Plakatentwurf von Dichter Majakowskij: Tritt ein. 1. Willst du die Kälte bezwingen? 2. Willst du den Hunter bezwingen? 3. Willst du essen? 4. Willst du trinken? Beeil dich und tritt in die Stossgruppe vorbildhafter Arbeiter ein.

In der Literatur wurde Wladimir Majakowskij (1883-1930) zur wichtigen Figur. Der Dichter war schon während der Revolution 1905 Sympathisant der Bolschewiki und im Folgenden früher Unterstützer der Oktoberrevolution. Die theoretische Grundlage seiner Kunst legte er in den futuristischen Manifesten, die er zusammen mit David Burljuk und Velimir Chlebnikov unterzeichnete. In den Manifesten ging es, in Abwendung von alter Kunst und klassischen Traditionen, um die Schaffung einer neuen dichterischen Sprache, so z.B. im Gedicht „Wolke in Hosen“ (1914/15): „im Hirn ist verweichlicht bereits, wie ein fetter Lakai auf dem speckigen Sofa, bis ich ihn erst einmal mit dem blutigen Fetzen des Herzens gereizt und mich sattgelacht, arrogant und bissig.“ Auf Lesereisen und an Massenveranstaltungen zeigte Majakovskij ein neues Bild eines Dichters.
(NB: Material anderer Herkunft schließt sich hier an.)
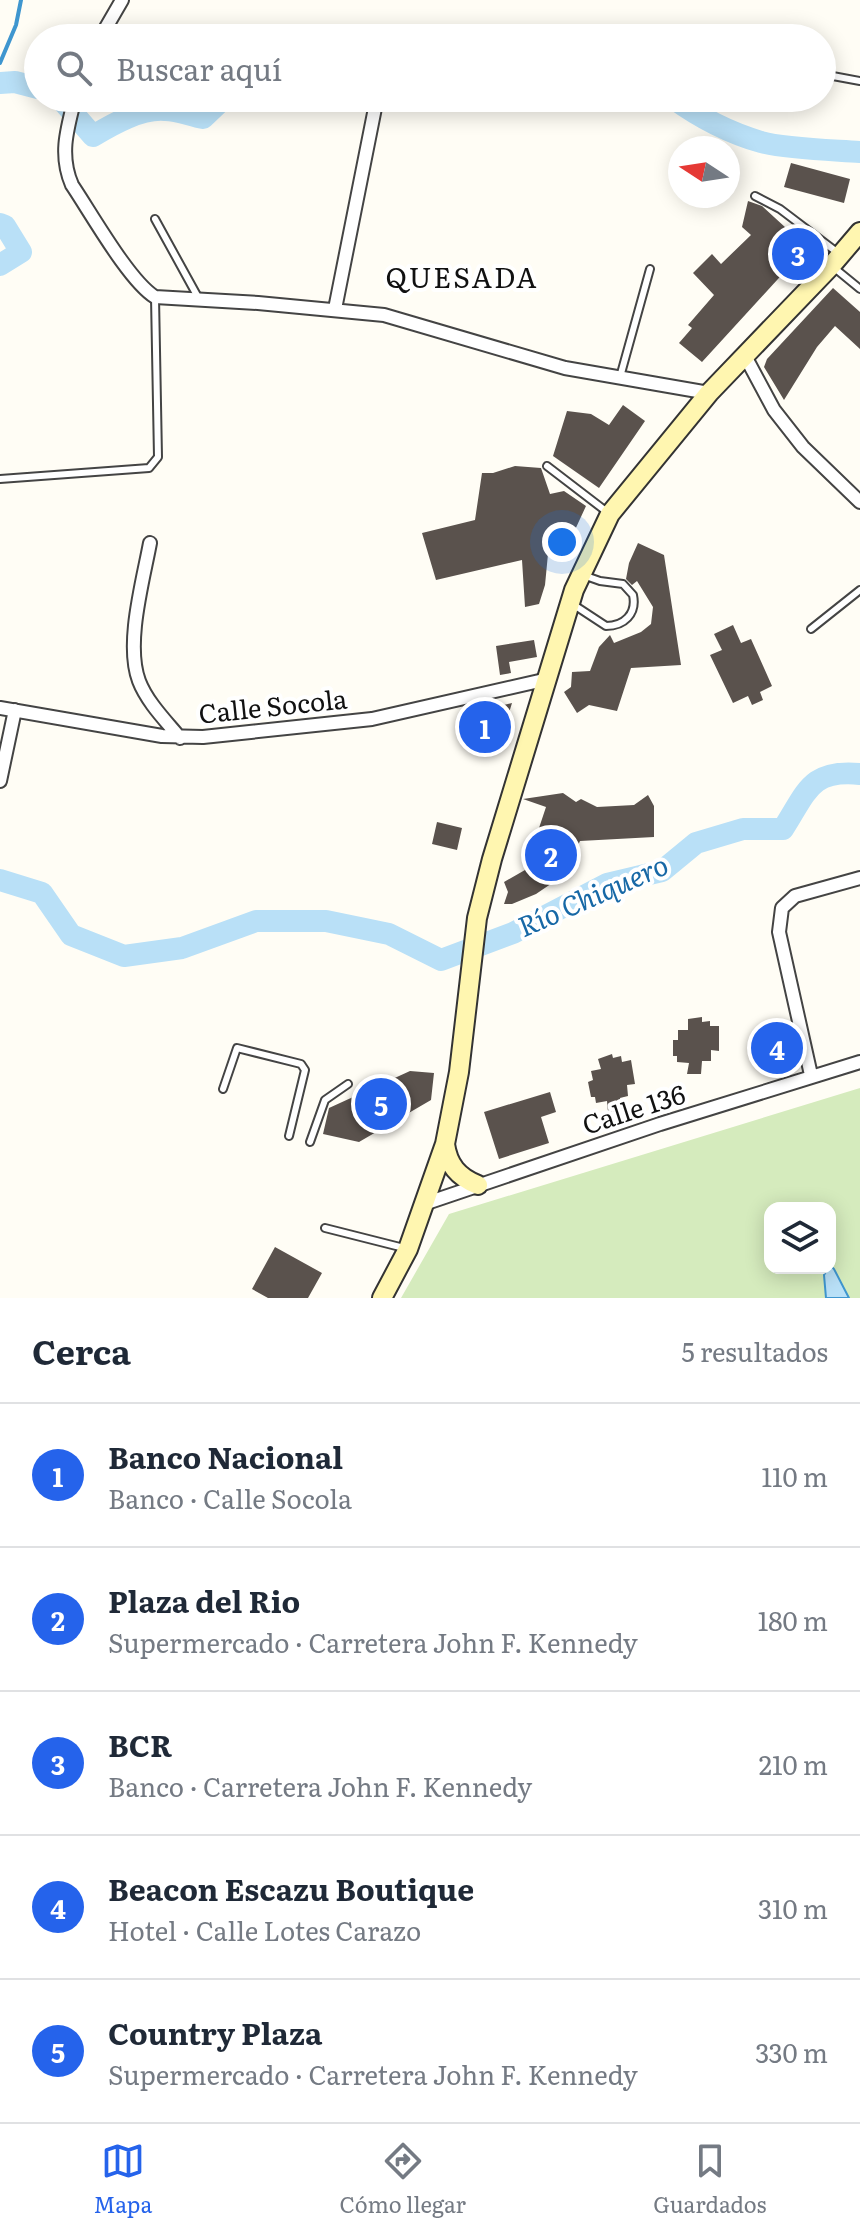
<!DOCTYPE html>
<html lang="es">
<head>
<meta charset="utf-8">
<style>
	:root { --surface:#fff; --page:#f6f6f7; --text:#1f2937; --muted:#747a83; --line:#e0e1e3; --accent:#2563eb }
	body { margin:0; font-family:Literata,serif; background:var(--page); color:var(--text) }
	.controls { position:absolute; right:24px; bottom:24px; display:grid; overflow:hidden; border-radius:16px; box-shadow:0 4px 20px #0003 }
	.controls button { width:72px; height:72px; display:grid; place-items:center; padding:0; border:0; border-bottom:2px solid var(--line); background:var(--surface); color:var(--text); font:40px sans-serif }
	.compass { position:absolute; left:668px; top:136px; width:72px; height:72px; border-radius:50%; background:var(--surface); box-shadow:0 4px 20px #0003; rotate:282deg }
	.you { position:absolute; left:562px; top:542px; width:28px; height:28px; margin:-20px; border:6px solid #fff; border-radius:50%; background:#1a73e8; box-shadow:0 0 0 12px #1a73e833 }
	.badge { display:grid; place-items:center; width:52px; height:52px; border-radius:50%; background:var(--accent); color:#fff; font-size:26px; font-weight:700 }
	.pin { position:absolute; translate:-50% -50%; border:4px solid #fff; box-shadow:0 2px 8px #0006 }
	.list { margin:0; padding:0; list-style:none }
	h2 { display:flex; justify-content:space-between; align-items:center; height:104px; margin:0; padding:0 32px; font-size:34px }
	h2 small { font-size:26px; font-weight:400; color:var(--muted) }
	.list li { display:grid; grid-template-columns:52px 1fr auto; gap:24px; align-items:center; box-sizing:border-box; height:144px; padding:0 32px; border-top:2px solid var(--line) }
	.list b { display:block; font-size:30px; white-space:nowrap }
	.list p { margin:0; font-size:26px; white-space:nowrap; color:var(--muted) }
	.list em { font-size:26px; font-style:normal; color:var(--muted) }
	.icon { flex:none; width:44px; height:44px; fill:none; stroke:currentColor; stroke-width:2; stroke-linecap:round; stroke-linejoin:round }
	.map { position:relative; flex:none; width:860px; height:1298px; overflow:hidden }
	.search { position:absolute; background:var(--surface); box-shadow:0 4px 20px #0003; left:24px; right:24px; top:24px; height:88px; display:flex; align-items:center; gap:20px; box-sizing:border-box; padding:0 28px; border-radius:44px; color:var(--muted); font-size:30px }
	.sheet { height:824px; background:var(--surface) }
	nav { display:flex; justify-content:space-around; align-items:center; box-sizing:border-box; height:112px; border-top:2px solid var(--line); background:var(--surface); font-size:22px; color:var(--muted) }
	nav a { display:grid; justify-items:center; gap:4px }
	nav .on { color:var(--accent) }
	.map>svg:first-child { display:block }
</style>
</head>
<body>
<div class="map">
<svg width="860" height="1298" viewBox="0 0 860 1298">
	<rect width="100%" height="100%" fill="#fffdf5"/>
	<path fill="#d5ebbd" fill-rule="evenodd" d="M860 1088V1298H401L449 1214ZM770 1208H830V1268H770Z"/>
	<path fill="#b9e0f7" stroke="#3f96cf" stroke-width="2" d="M830 1265 834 1269 849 1298H826L824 1275Z"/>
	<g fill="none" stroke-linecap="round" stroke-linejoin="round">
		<path stroke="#3f96cf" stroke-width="4" d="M0 63 16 25 21 0"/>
		<path stroke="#b9e0f7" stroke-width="22" d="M0 83 15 82 38 88
			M60 98 93 136C113 124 141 108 165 110 178 110 191 116 203 118L224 98
			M673 98C699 117 730 133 761 142 786 149 833 150 860 152
			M0 224 5 226 21 252 0 265
			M0 880 42 893 71 935 124 956 182 948 256 921H326L389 934 441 960 513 933 607 884 662 871 696 843 743 829H783C807 792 810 769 860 774"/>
	</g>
	<path fill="#5a524d" d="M791 163 850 179 844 203 784 187Z
		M748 201 762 206 810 250 791 271 788 268 702 362 679 343 692 328 688 325 714 295 693 273 712 254 721 264 751 235 742 227Z
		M833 288 860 312V349L835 326 817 347 784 400 764 367 767 359Z
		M623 405 645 421 599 488 553 456 567 411 591 414 609 425Z
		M515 466 541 468 550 494 564 491 586 506 574 532 566 535 568 546 548 554 545 585 539 604 525 607 522 560 436 580 422 533 475 520 482 473H493Z
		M638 543 664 555 681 665 631 668 617 711 589 705 577 713 564 692 571 687 572 672 590 671 599 647 610 635 614 643 641 632 651 624 653 607 637 581 632 585 626 579 629 563Z
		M733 625 741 643 751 639 772 686 760 692 763 700 752 705 748 696 733 703 710 655 722 650 714 634Z
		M534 640 537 657 509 662 511 673 500 675 496 646Z
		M512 703 501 739 469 746 462 715Z
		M563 793 576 802 581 799 597 807 634 805 648 795 654 806V837L580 841 564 875 536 894 512 904H504L508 892 504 882 525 870 546 807 523 799Z
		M437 822 462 828 457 850 432 844Z
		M702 1017V1022L710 1021V1026H719V1051L711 1050V1061H702L701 1074H687L689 1063 677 1062V1056H673V1040H678V1030H688V1019Z
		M612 1054 613 1058 621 1056 622 1062 631 1060 635 1084 627 1085 628 1096 620 1098 622 1110 608 1113 607 1101 596 1103 595 1097H591L588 1082 593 1080 591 1071 601 1069 598 1059Z
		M410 1071 434 1073 431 1100 359 1142 323 1134 329 1108Z
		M550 1092 556 1112 541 1117 549 1143 499 1159 484 1112Z
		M275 1247 322 1273 308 1298H268L252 1289Z"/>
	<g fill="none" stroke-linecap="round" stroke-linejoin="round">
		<defs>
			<path id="lane" d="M822 74 860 81
				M755 196 780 209 838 253
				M155 219 199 299
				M832 266 860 289
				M620 377 650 269
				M547 466 607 512
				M0 479 149 468 158 457 155 297
				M574 605 606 626C624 626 637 614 633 595L623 584 600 581 583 575
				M811 629 860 590
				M223 1089 237 1048 301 1064 305 1070 289 1136
				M310 1142 325 1100 348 1084
				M325 1228 404 1248"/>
			<path id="street" d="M100 38 122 0
				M75 98C67 129 59 155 72 185 91 213 129 281 155 297L258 303 384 315 565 368 709 393
				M335 309 377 98
				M744 354 774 410 803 447 860 502
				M150 543C143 581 125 644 139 681 147 702 166 721 180 738
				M0 708 162 736 203 737 372 719 548 679
				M0 781 15 710
				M811 1075 779 932 782 908 795 896 860 878
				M424 1204 660 1124 860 1062"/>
			<path id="secondary" d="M445 1144C448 1165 458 1177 478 1185
				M382 1298 408 1249 445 1144 459 1072 477 918 492 859 574 590 610 514 709 393 831 266 860 232"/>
		</defs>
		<use href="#lane" stroke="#444" stroke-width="10"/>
		<use href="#street" stroke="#444" stroke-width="16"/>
		<use href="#secondary" stroke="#333" stroke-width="22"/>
		<use href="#lane" stroke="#fff" stroke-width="6"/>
		<use href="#street" stroke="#fff" stroke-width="12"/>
		<use href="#secondary" stroke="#fff6b0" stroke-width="18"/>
	</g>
	<g text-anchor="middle" stroke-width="8" stroke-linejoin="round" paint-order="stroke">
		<g font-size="26" fill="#111" stroke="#fff">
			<text transform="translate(273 707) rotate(-6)" y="9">Calle Socola</text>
			<text transform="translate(634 1110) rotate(-18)" y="9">Calle 136</text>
		</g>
		<g font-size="28" letter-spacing="2" fill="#111" stroke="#fff">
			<text x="462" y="288">QUESADA</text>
		</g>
		<g font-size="28" font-style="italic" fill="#1768a6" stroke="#fff">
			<text transform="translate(593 896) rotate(-24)" y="10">Río Chiquero</text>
		</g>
	</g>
</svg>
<div class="controls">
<button><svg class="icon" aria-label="layers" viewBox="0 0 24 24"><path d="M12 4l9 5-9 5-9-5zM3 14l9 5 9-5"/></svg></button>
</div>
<svg class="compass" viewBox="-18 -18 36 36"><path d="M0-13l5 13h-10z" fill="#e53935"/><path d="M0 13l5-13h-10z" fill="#747a83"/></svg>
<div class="you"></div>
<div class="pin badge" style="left:485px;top:727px">1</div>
<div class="pin badge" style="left:551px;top:855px">2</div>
<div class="pin badge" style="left:798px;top:254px">3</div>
<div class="pin badge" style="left:777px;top:1048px">4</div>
<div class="pin badge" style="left:381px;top:1104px">5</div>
<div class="search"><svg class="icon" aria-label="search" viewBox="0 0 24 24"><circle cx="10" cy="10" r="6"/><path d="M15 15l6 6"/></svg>Buscar aquí</div>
</div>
<section class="sheet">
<h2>Cerca<small>5 resultados</small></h2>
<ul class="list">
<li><span class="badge">1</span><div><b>Banco Nacional</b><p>Banco · Calle Socola</p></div><em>110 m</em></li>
<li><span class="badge">2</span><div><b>Plaza del Rio</b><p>Supermercado · Carretera John F. Kennedy</p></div><em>180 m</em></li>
<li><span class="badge">3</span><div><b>BCR</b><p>Banco · Carretera John F. Kennedy</p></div><em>210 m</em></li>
<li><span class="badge">4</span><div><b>Beacon Escazu Boutique</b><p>Hotel · Calle Lotes Carazo</p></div><em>310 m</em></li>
<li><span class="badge">5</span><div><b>Country Plaza</b><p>Supermercado · Carretera John F. Kennedy</p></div><em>330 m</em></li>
</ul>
</section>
<nav>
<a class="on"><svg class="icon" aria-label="map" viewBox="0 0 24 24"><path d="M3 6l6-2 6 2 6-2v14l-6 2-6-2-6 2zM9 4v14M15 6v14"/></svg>Mapa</a>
<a><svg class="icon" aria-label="directions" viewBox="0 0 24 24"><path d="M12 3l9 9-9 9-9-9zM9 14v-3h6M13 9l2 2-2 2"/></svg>Cómo llegar</a>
<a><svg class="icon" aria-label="saved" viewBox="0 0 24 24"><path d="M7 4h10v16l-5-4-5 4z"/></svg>Guardados</a>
</nav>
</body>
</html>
Er fand aber nicht die Anerkennung, die er sich wünschte. Gegen Ende der 20er Jahre kritisierte er die wachsende Bürokratie in der Sowjetunion. Enttäuscht nahm er sich 1930 das Leben, mit einem inszenierten Selbstmord, einem Pistolenschuss ins Herz. „Wie man so sagt, der Fall ist erledigt“, heisst es in seinem Abschiedsbrief.

Frühe Zeit (1917-1924)
Trotzki schreibt in „Kunst und Revolution“ (1939): „Die Oktoberrevolution hat der sowjetischen Kunst in allen Bereichen einen wunderbaren Aufschwung geschenkt. Die bürokratische Reaktion hat dagegen das künstlerische Schaffen mit ihrer totalitären Hand erstickt. Das ist nicht erstaunlich.“

Tatlin-Turm (5m hoher Entwurf aus Holz von 1919): Monument der dritten Internationale

Ein Aufschwung war es in verschiedener Hinsicht. Zum einen wurden die Kunstschaffenden gefördert und unterstützt, ohne in ihrem Schaffen instrumentalisiert zu werden, wie es dann in den 30er Jahren an der Fall war. Zum anderen und wichtiger wurde mit der Oktoberrevolution die Öffnung und der Zugang zu Kunst für die Massen, für die breite Bevölkerung erreicht. Kunst war nicht mehr an Adel und Reichtum gekoppelt, sie war nicht mehr schön und alltagsfern.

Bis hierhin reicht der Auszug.